MongoSpark - convert bson Document to Map[String, Double]


In my MongoDB database I have a collection of the following documents: enter image description here

As one can see, each document has some nested documents (Decade, Title, Plot, Genres, etc.). Those are kinda Map representations of SparseVectors that I came up with. And are actually generated with my other Spark job.

As it appeared, these kinds of documents can't be easily read into the Spark DataFrame.

I was thinking how I can actually read such Documents into a Dataframe where each subdocument will be represented not by a bson Document but by a simple Map[String, Double]. Because each of those subdocuments is absolutely arbitrary and contains arbitrary number of numeric fields.

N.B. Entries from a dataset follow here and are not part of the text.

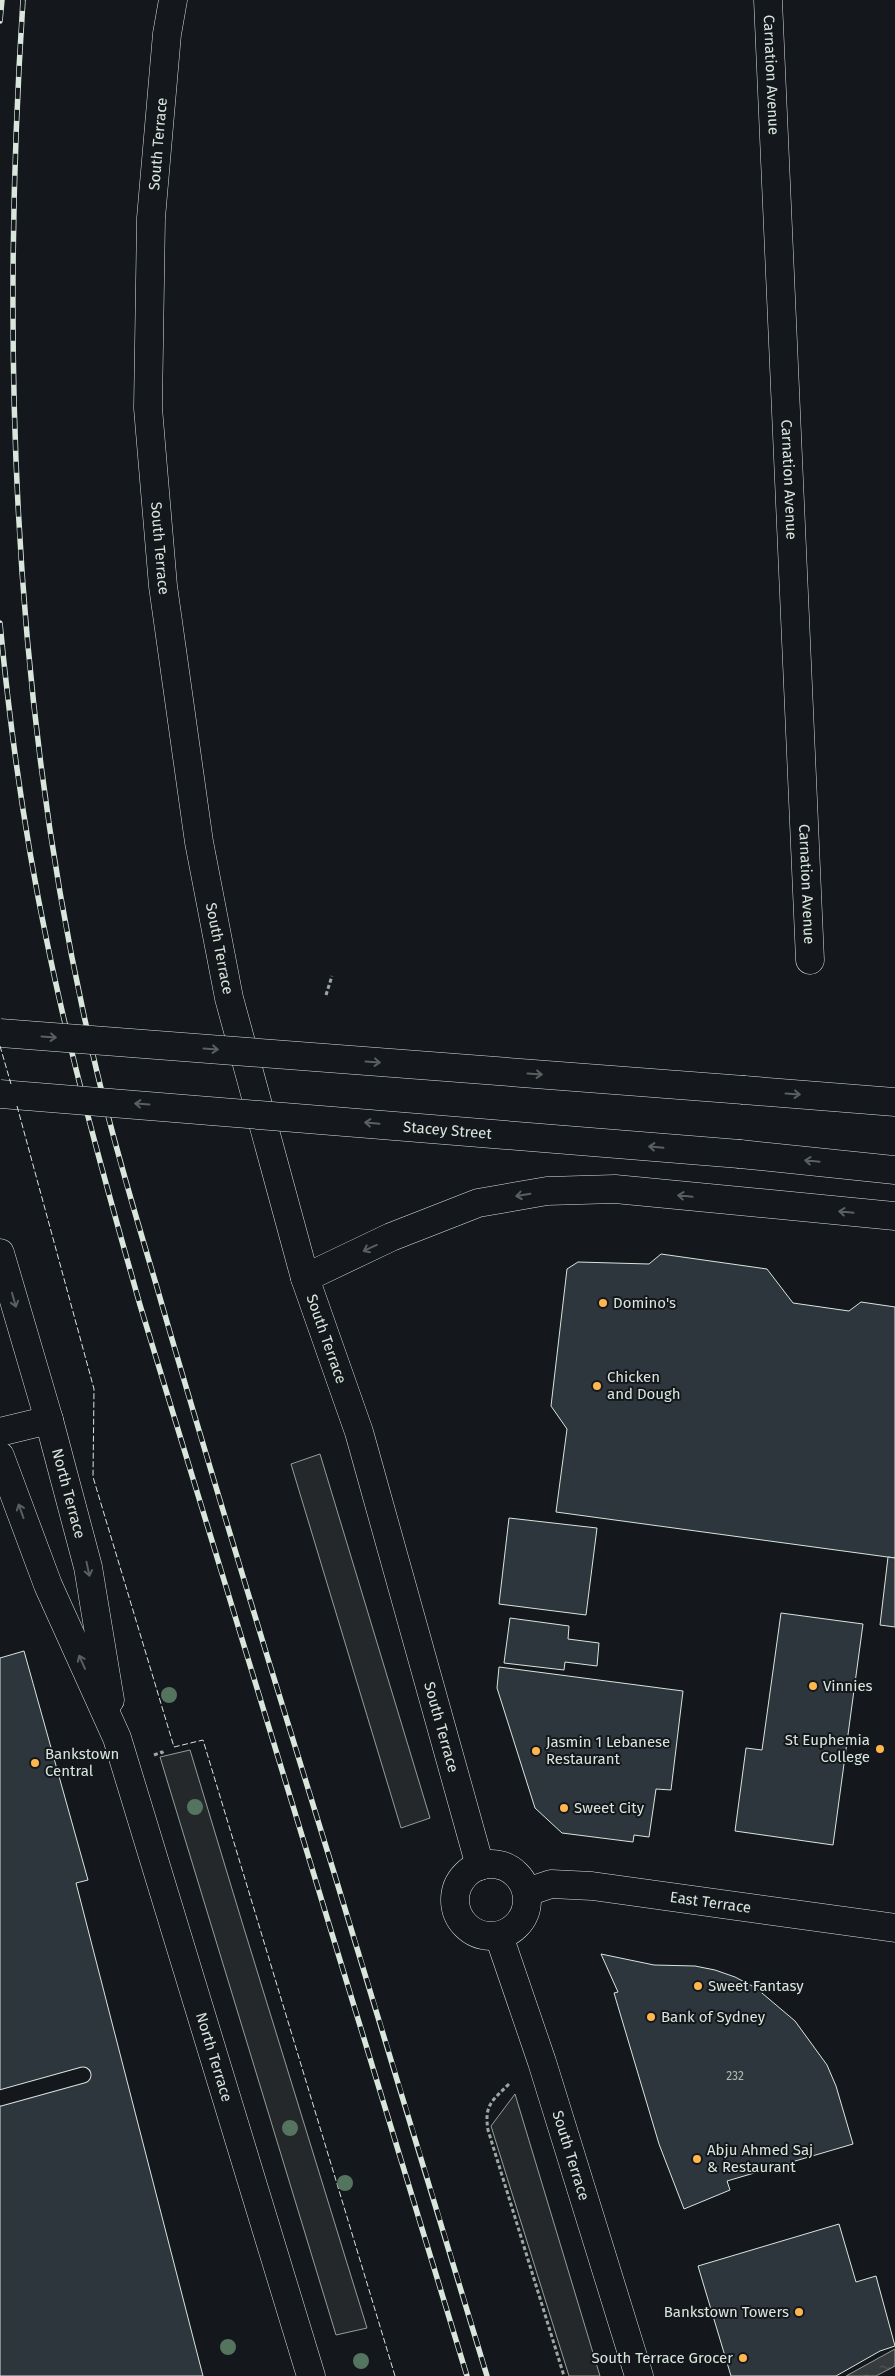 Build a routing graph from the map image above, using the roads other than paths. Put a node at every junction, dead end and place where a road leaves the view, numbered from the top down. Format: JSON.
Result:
{"nodes":[{"id":1,"x":173,"y":0,"type":"edge"},
{"id":2,"x":768,"y":0,"type":"edge"},
{"id":3,"x":810,"y":960,"type":"dead end"},
{"id":4,"x":0,"y":1033,"type":"edge"},
{"id":5,"x":0,"y":1094,"type":"edge"},
{"id":6,"x":895,"y":1102,"type":"edge"},
{"id":7,"x":895,"y":1170,"type":"edge"},
{"id":8,"x":895,"y":1216,"type":"edge"},
{"id":9,"x":0,"y":1253,"type":"edge"},
{"id":10,"x":305,"y":1278,"type":"junction"},
{"id":11,"x":49,"y":1420,"type":"junction"},
{"id":12,"x":0,"y":1432,"type":"edge"},
{"id":13,"x":0,"y":1456,"type":"edge"},
{"id":14,"x":117,"y":1738,"type":"junction"},
{"id":15,"x":480,"y":1866,"type":"junction"},
{"id":16,"x":526,"y":1892,"type":"junction"},
{"id":17,"x":895,"y":1928,"type":"edge"},
{"id":18,"x":500,"y":1936,"type":"junction"},
{"id":19,"x":83,"y":2075,"type":"dead end"},
{"id":20,"x":0,"y":2098,"type":"edge"},
{"id":21,"x":311,"y":2376,"type":"edge"},
{"id":22,"x":639,"y":2376,"type":"edge"}],
"edges":[{"from":1,"to":10,"type":"main road","name":"South Terrace"},
{"from":2,"to":3,"type":"main road","name":"Carnation Avenue"},
{"from":4,"to":6,"type":"main road","one_way":true,"bridge":true},
{"from":7,"to":5,"type":"main road","name":"Stacey Street","one_way":true,"bridge":true},
{"from":8,"to":10,"type":"main road","one_way":true},
{"from":9,"to":11,"type":"main road","name":"North Terrace","one_way":true},
{"from":10,"to":15,"type":"main road","name":"South Terrace"},
{"from":11,"to":12,"type":"main road"},
{"from":11,"to":14,"type":"main road","name":"North Terrace","one_way":true},
{"from":14,"to":13,"type":"main road","name":"North Terrace","one_way":true},
{"from":14,"to":21,"type":"main road","name":"North Terrace"},
{"from":15,"to":16,"type":"main road"},
{"from":15,"to":18,"type":"main road"},
{"from":16,"to":17,"type":"main road","name":"East Terrace"},
{"from":16,"to":18,"type":"main road"},
{"from":18,"to":22,"type":"main road","name":"South Terrace"},
{"from":19,"to":20,"type":"lane"}]} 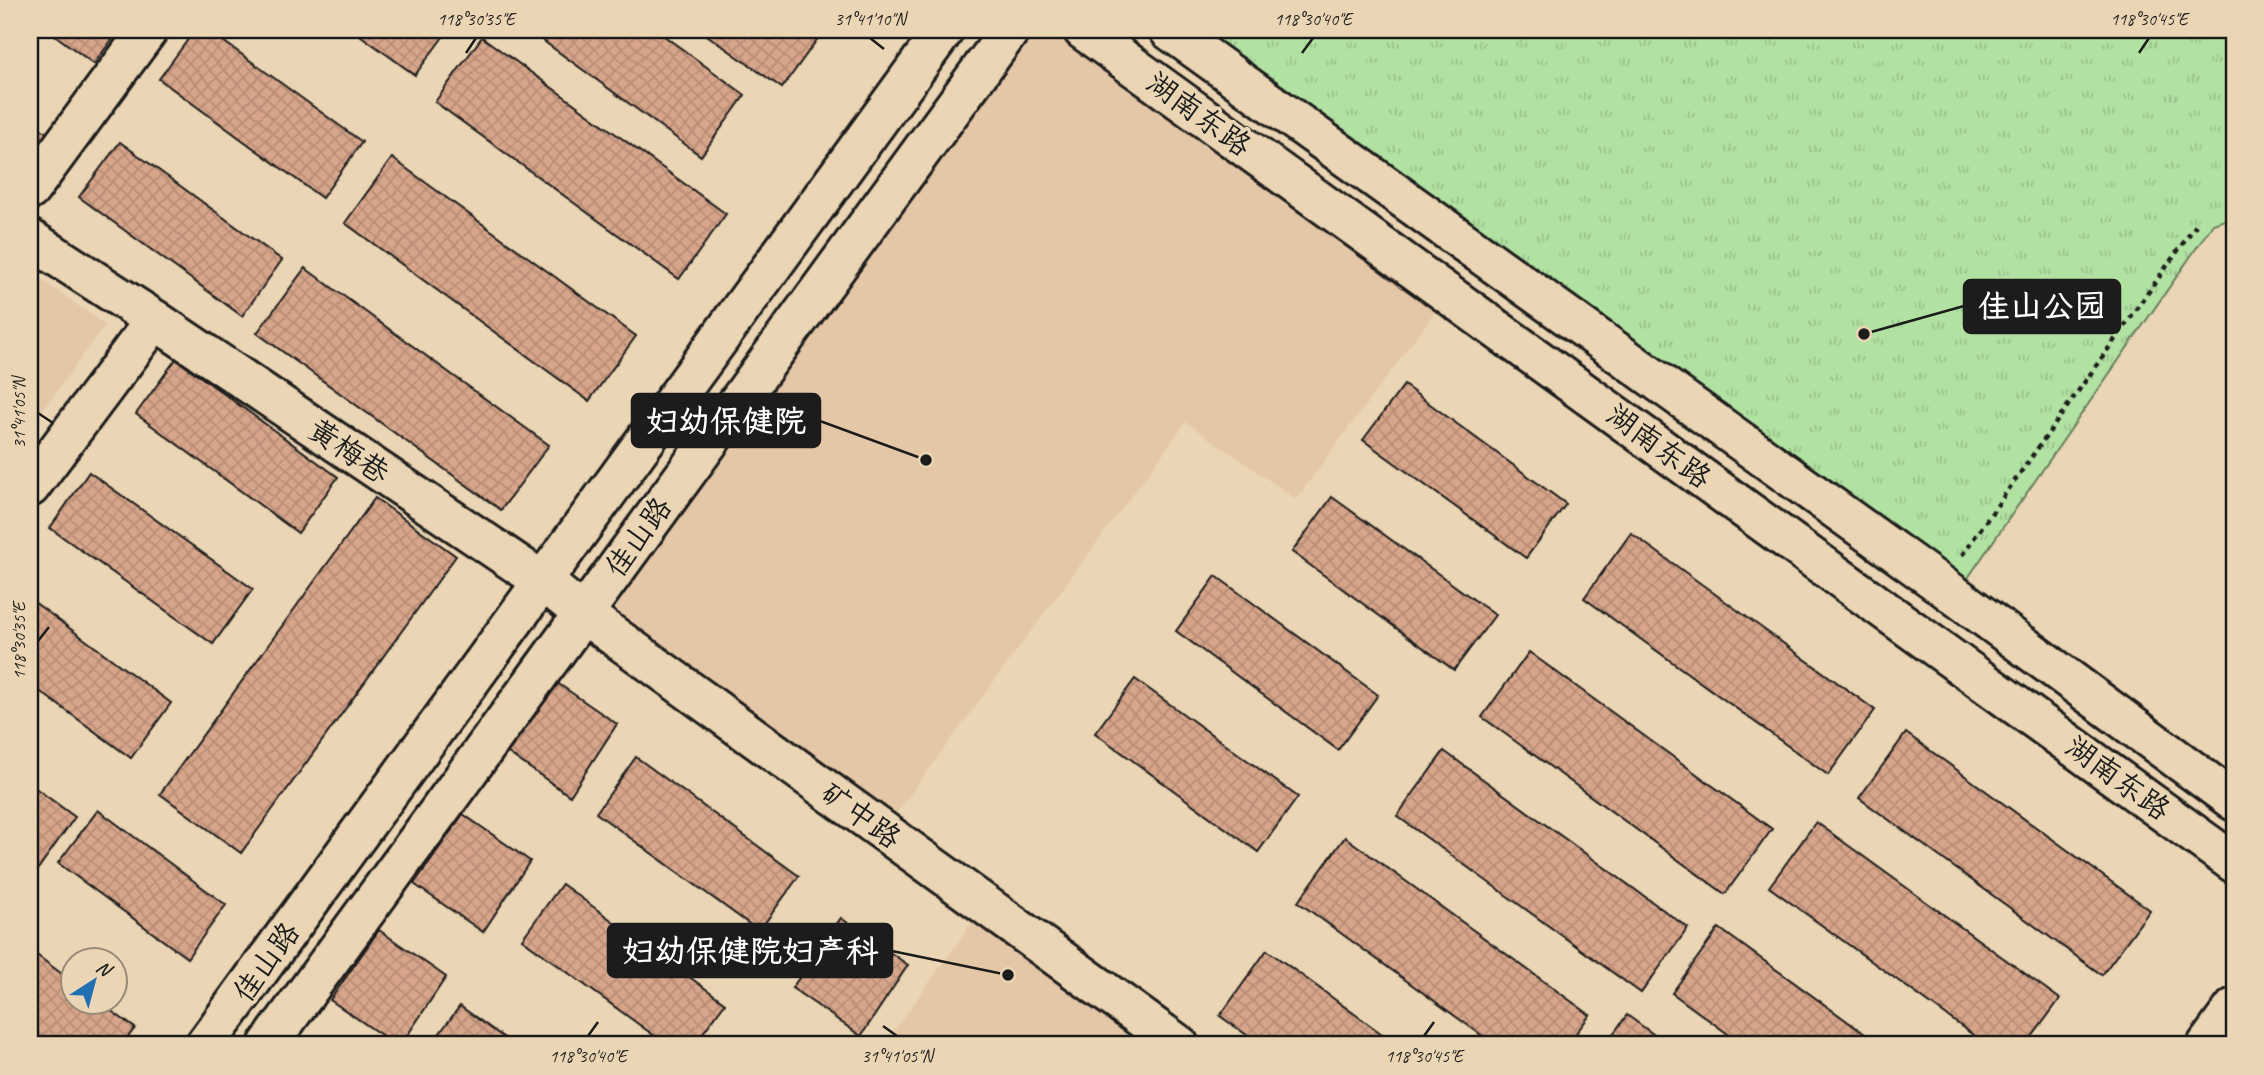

Is there a way to deal with such documents?


Solution

  • Managed to solve it. Here's how:

    import spark.implicits._
    final case class MovieData(imdbID: Int,
                           Title: Map[Int, Double],
                           Decade: Map[Int, Double],
                           Plot: Map[Int, Double],
                           Genres: Map[Int, Double],
                           Actors: Map[Int, Double],
                           Countries: Map[Int, Double],
                           Writers: Map[Int, Double],
                           Directors: Map[Int, Double],
                           Productions: Map[Int, Double]
                          )
    
    val movieDataDf = MongoSpark
      .load(sc, moviesDataConfig).rdd.map((doc: Document) => {
        MovieData(
          doc.get("imdbID").asInstanceOf[Int],
          documentToMap(doc.get("Title").asInstanceOf[Document]),
          documentToMap(doc.get("Decade").asInstanceOf[Document]),
          documentToMap(doc.get("Plot").asInstanceOf[Document]),
          documentToMap(doc.get("Genres").asInstanceOf[Document]),
          documentToMap(doc.get("Actors").asInstanceOf[Document]),
          documentToMap(doc.get("Countries").asInstanceOf[Document]),
          documentToMap(doc.get("Writers").asInstanceOf[Document]),
          documentToMap(doc.get("Directors").asInstanceOf[Document]),
          documentToMap(doc.get("Productions").asInstanceOf[Document])
        )
    }).toDF()
    
    def documentToMap(doc: Document): Map[Int, Double] = {
      doc.keySet().toArray.map(key => {
        (key.toString.toInt, doc.getDouble(key).toDouble)
      }).toMap
    }
    

    Hopefully the code is self-explanatory. Some type casting and conversions did the job. Probably, not the most elegant solution though.